A
tecnologia da inteligência artificial não é apenas objeto de ficção cientifica
e já é amplamente adotada em diversos campos de atuação humana na atualidade.
Nesse contexto, o seu uso no campo negocial implica relevantes reflexos no
campo do direito, sendo certo que a ausência de soluções legislativas
específicas para tratar dessas situações no direito pátrio torna imperativo
interpretar essas novas situações à luz da legislação vigente.
Constata-se,
na investigação promovida sobre os reflexos do emprego de sistemas de
inteligência artificial nos contratos, que a formação desses por meio
eletrônico já foi objeto de ampla análise, tanto na doutrina pátria como na
estrangeira, havendo razoável consenso sobre o seu conceito, forma,
consequências do controle de conteúdo, regramento aplicável, as especificidades
envolvendo a proposta e aceitação, os casos em que há contrato entre presentes
e aqueles quais a contratação se dá entre ausente, o local de formação contrato
e como ele é provado.
Dessa
forma, a crescente popularização de tecnologias digitais, especialmente do uso
de computadores e aparelhos pessoais de processamento de dados (laptops,
smartphones, tablets etc.), aliada à consolidação no âmbito doutrinário e
jurisprudencial do uso do contrato eletrônico como instrumento fundamental para
a expansão da aplicação comercial dessas tecnologias, estabeleceram as bases
para a introdução e aceitação da inteligência artificial no âmbito da formação
dos contratos.
Contudo,
a inteligência artificial representa tecnologia especial em relação à
automatização existente anteriormente, uma vez que causa ruptura da
previsibilidade entre o que é programado e os resultados da autuação desse
sistema.
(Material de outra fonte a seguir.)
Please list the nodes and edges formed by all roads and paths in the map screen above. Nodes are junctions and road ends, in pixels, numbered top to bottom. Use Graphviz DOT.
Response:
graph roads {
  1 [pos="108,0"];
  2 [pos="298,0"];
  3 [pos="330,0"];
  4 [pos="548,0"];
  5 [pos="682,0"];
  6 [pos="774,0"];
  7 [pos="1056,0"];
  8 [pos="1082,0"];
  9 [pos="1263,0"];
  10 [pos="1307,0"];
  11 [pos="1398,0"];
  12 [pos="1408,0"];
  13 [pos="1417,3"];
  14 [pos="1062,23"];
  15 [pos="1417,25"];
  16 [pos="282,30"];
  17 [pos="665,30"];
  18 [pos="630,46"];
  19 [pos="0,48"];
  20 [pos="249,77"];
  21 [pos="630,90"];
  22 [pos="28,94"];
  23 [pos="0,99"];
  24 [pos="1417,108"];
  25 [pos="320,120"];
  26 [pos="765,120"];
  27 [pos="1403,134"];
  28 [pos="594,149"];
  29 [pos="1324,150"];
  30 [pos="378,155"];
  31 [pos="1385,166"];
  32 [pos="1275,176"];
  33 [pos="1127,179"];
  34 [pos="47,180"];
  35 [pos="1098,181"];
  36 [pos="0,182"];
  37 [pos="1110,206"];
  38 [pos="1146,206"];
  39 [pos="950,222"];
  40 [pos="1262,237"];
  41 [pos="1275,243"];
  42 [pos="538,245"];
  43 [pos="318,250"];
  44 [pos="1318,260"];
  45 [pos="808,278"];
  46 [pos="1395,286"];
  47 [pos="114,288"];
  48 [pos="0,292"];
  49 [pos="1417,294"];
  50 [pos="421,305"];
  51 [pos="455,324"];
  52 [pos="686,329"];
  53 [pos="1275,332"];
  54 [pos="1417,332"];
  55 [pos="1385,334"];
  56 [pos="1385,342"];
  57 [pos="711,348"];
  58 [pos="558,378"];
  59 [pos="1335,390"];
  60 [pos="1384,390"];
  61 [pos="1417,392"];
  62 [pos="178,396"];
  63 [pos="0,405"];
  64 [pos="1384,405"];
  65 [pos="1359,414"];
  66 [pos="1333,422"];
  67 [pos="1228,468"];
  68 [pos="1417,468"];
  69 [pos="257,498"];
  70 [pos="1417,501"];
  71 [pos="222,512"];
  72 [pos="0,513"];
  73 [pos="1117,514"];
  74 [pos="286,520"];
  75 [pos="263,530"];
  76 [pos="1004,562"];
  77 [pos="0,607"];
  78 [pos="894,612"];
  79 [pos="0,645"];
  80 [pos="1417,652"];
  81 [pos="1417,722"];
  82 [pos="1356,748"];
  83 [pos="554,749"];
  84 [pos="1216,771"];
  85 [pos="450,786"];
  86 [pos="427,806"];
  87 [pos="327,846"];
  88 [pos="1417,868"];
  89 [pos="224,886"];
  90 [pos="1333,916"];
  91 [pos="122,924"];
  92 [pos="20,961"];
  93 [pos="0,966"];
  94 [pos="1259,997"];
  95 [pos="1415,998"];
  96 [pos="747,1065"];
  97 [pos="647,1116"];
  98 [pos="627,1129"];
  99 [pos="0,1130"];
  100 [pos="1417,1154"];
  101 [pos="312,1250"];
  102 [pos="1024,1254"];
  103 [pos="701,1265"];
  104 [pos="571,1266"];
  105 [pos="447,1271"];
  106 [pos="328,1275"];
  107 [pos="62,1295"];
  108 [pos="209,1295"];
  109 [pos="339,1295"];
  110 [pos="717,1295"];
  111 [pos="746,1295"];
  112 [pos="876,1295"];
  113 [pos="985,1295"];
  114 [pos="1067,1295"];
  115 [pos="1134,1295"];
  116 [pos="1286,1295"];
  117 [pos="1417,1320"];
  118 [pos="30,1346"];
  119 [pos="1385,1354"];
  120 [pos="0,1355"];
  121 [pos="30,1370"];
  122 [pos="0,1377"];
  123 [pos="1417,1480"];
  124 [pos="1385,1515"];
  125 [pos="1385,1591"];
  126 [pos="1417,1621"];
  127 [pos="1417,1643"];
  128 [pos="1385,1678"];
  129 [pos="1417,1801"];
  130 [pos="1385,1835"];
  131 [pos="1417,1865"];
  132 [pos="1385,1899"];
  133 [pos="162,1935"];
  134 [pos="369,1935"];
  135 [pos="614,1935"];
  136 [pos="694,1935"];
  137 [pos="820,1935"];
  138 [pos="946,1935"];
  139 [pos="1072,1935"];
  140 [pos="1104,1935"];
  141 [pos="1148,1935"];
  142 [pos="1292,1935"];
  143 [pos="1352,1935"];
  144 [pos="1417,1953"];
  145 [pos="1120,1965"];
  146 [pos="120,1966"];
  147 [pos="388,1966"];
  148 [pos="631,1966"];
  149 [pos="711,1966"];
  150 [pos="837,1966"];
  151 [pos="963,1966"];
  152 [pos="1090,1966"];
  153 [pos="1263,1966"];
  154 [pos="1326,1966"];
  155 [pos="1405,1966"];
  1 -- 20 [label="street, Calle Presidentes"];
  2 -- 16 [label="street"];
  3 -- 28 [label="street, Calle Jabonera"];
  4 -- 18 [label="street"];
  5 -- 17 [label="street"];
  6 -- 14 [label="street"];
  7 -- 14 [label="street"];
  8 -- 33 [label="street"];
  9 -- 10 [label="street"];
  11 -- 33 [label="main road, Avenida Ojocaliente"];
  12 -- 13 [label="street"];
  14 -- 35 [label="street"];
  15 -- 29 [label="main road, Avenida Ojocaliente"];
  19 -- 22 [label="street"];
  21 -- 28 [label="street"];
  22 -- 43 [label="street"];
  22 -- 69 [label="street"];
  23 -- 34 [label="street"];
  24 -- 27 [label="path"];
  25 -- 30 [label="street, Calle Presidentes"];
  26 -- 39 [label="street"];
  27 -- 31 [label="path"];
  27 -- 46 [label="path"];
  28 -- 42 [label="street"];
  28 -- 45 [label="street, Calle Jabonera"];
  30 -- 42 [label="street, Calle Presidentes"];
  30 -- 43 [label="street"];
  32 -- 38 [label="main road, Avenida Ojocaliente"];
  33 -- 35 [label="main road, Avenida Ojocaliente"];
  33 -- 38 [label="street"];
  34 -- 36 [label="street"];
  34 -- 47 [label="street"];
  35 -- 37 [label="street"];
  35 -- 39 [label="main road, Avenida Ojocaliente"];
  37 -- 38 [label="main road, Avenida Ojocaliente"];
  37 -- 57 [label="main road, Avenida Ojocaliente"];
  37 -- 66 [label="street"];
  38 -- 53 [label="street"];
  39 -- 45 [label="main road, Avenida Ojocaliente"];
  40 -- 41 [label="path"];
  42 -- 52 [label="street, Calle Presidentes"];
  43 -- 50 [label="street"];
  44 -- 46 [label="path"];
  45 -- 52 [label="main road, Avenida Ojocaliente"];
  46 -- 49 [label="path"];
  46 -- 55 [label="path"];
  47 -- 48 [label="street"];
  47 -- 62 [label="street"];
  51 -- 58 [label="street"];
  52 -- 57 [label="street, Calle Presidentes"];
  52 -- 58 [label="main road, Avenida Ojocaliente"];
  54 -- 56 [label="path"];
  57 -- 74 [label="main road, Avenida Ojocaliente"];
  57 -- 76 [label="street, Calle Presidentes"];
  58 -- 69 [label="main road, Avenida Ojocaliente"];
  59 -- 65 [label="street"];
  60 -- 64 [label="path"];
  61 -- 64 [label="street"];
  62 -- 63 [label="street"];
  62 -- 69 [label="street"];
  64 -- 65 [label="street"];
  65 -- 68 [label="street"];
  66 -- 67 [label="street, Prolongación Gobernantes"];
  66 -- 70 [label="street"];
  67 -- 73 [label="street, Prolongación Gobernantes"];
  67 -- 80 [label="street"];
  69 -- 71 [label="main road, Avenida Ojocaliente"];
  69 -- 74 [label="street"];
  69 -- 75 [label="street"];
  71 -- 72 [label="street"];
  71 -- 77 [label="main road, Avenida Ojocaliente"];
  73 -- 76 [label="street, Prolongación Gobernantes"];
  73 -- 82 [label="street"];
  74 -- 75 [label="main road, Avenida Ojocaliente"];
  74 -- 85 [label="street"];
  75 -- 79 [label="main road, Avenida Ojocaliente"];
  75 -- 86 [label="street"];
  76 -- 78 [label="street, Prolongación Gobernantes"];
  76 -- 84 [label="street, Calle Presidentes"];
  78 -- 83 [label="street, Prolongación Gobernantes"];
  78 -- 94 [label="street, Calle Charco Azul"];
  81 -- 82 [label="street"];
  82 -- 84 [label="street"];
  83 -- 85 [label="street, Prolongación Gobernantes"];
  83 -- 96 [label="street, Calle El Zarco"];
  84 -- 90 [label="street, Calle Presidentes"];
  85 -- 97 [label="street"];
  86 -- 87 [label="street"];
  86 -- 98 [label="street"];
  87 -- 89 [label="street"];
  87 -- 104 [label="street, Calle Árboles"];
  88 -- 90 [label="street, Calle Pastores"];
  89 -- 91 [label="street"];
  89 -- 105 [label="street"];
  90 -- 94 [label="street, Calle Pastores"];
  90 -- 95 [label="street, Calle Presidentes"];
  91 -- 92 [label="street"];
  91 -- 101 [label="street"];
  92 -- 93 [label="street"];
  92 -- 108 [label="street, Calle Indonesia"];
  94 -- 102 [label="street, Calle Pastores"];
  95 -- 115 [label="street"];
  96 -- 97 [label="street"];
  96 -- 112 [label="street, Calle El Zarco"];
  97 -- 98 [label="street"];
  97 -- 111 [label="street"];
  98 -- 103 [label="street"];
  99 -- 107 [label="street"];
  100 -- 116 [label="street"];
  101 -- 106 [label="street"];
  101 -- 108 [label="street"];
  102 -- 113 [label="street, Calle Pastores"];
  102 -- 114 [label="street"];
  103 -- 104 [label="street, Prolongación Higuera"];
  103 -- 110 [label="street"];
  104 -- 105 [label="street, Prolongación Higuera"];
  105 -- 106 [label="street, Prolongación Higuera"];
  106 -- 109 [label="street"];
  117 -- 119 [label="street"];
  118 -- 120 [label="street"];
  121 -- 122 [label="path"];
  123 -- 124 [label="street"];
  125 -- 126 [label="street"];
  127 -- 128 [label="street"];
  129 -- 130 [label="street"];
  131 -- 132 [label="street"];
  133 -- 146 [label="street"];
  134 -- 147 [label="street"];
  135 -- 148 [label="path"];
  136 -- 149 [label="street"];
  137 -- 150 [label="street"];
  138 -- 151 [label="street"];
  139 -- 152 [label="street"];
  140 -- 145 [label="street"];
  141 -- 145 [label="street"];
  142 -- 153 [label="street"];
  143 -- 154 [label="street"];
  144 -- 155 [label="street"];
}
Enquanto a automatização tradicional significava apenas a programação
prévia de possíveis alternativas e as respectivas condutas a serem adotadas
caso ocorressem os eventos antevistos, o sistema de inteligência artificial
implica ruptura dessa previsibilidade, na medida em que é programado para
alcançar determinados objetivos e, para esse fim, é capaz de aprender com novos
fatos e propor soluções diferentes.
Dessa
forma, em razão dessa especialidade, nos casos em que o contrato é formado por
meio do uso de sistemas dessa natureza, denominou-se a declaração de vontade de
“declaração de vontade eletrônica”. Ocorre que essa especialidade da tecnologia
da inteligência artificial causou dúvidas na doutrina estrangeira acerca do
melhor regramento a ser aplicado à declaração de vontade eletrônica,
debatendo-se sobre a aplicação de teorias subjetivas ou objetivas do negócio
jurídico, bem como propondo soluções legislativas pouco ortodoxas, como a
atribuição de personalidade jurídica a esses sistemas.
Contatou-se,
no entanto, que grande parte dos questionamentos poderiam ser resolvidos por
meio da aplicação da análise estrutural do negócio jurídico aos contratos
formados por meio de uso se sistemas de inteligência artificial. Assim, ao se
analisar o negócio jurídico formado por meio de declaração de vontade
eletrônica, há que se examinar, primeiramente, o plano de existência de
negócios jurídicos, para depois se passar ao estudo do plano de validade e, por
fim, o da eficácia.
No
que tange ao plano da existência, a análise se focou na ampla difusão e adoção
de equipamentos de processamento de dados, e no crescente uso de contratos
eletrônicos – inclusive no âmbito do mercado consumidor -, os quais levaram à
plena aceitação de declarações de vontade realizadas meios eletrônicos,
independentemente de perquirições sobre a formação da vontade da parte.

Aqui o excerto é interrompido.